*** SUPPLIED RECORDS Section Begins ***

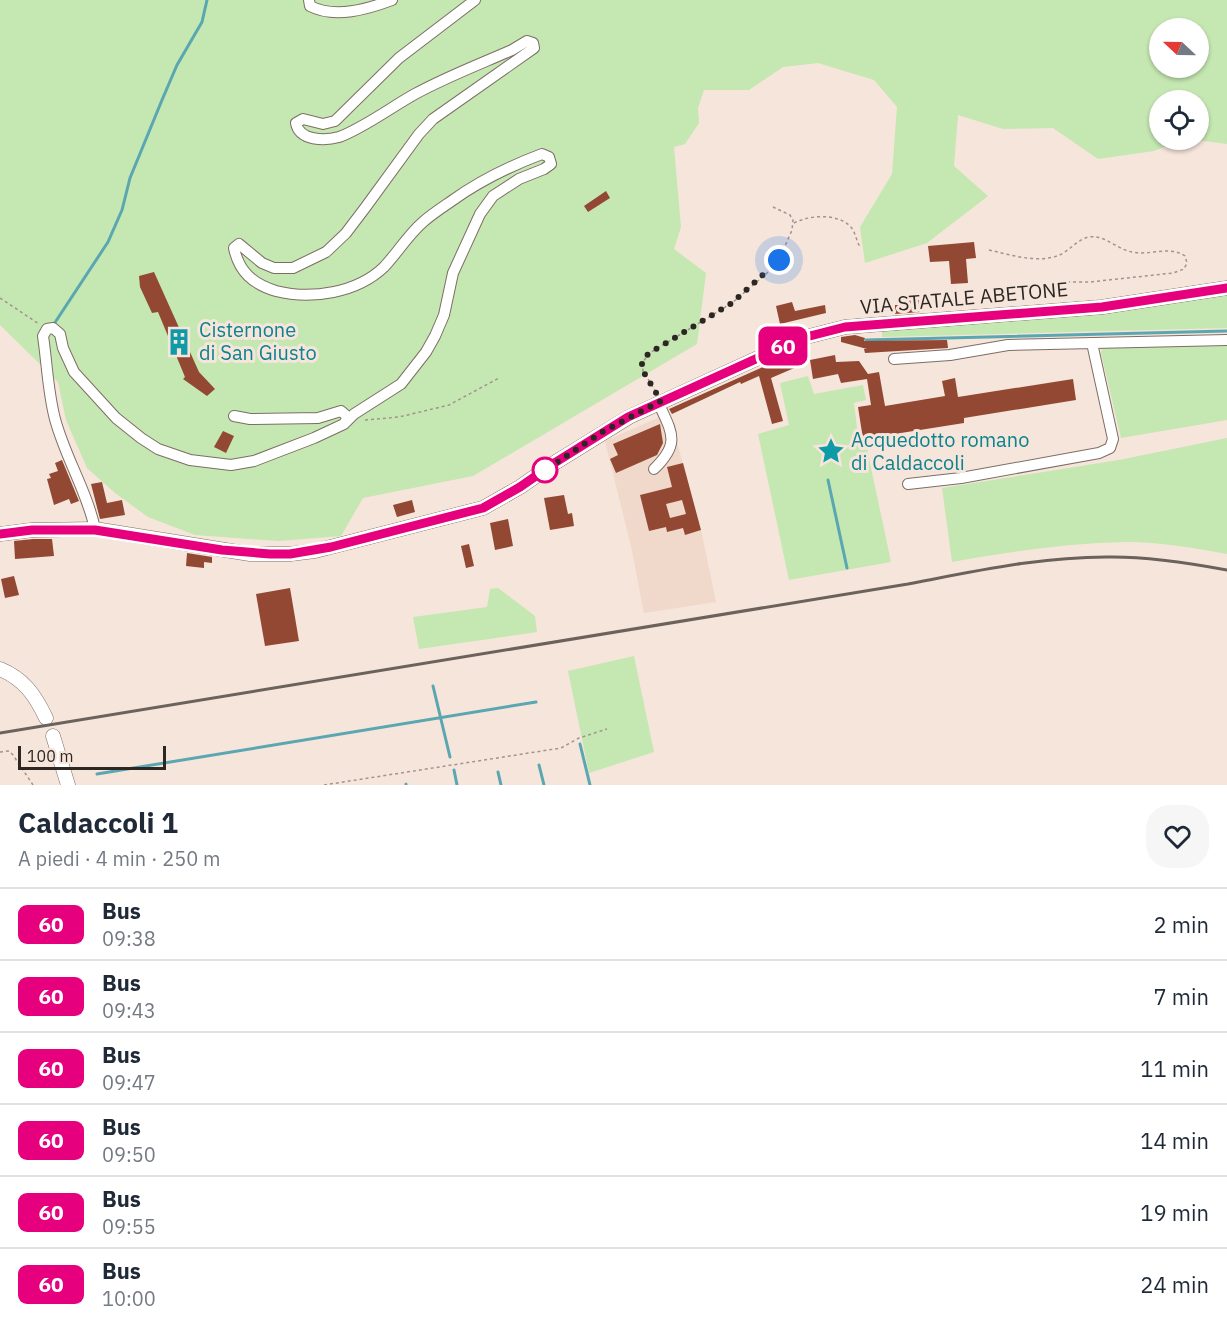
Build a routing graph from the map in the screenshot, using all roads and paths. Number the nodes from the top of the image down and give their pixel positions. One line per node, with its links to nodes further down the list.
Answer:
1 (309, 0): 2 (lane)
2 (392, 0)
3 (475, 0): 19 (lane)
4 (772, 207): 5 (path)
5 (794, 223): 6 (path); 16 (path)
6 (861, 248)
7 (989, 250): 10 (path)
8 (1227, 288): 10 (main road, VIA STATALE ABETONE)
9 (0, 298): 11 (path)
10 (1061, 310): 16 (main road, VIA STATALE ABETONE)
11 (47, 329): 19 (lane); 22 (lane)
12 (1227, 340): 13 (lane)
13 (1092, 343): 14 (lane); 21 (lane)
14 (894, 359)
15 (499, 378): 18 (path)
16 (659, 401): 20 (lane); 22 (main road, VIA STATALE ABETONE)
17 (234, 416): 19 (lane)
18 (366, 420)
19 (344, 424)
20 (654, 469)
21 (908, 484)
22 (95, 530): 23 (main road, VIA STATALE ABETONE)
23 (0, 534)
24 (0, 669): 25 (main road)
25 (46, 718)
26 (607, 729): 31 (path)
27 (53, 736): 30 (main road)
28 (0, 752): 29 (path)
29 (33, 785)
30 (68, 785)
31 (324, 785)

*** SUPPLIED RECORDS Section Ends ***

PROBLEM DESCRIPTION => Your copy of the entries should be exact and free of pictures.

EXERCISE RESULT =>
Build a routing graph from the map in the screenshot, using all roads and paths. Number the nodes from the top of the image down and give their pixel positions. One line per node, with its links to nodes further down the list.
Answer:
1 (309, 0): 2 (lane)
2 (392, 0)
3 (475, 0): 19 (lane)
4 (772, 207): 5 (path)
5 (794, 223): 6 (path); 16 (path)
6 (861, 248)
7 (989, 250): 10 (path)
8 (1227, 288): 10 (main road, VIA STATALE ABETONE)
9 (0, 298): 11 (path)
10 (1061, 310): 16 (main road, VIA STATALE ABETONE)
11 (47, 329): 19 (lane); 22 (lane)
12 (1227, 340): 13 (lane)
13 (1092, 343): 14 (lane); 21 (lane)
14 (894, 359)
15 (499, 378): 18 (path)
16 (659, 401): 20 (lane); 22 (main road, VIA STATALE ABETONE)
17 (234, 416): 19 (lane)
18 (366, 420)
19 (344, 424)
20 (654, 469)
21 (908, 484)
22 (95, 530): 23 (main road, VIA STATALE ABETONE)
23 (0, 534)
24 (0, 669): 25 (main road)
25 (46, 718)
26 (607, 729): 31 (path)
27 (53, 736): 30 (main road)
28 (0, 752): 29 (path)
29 (33, 785)
30 (68, 785)
31 (324, 785)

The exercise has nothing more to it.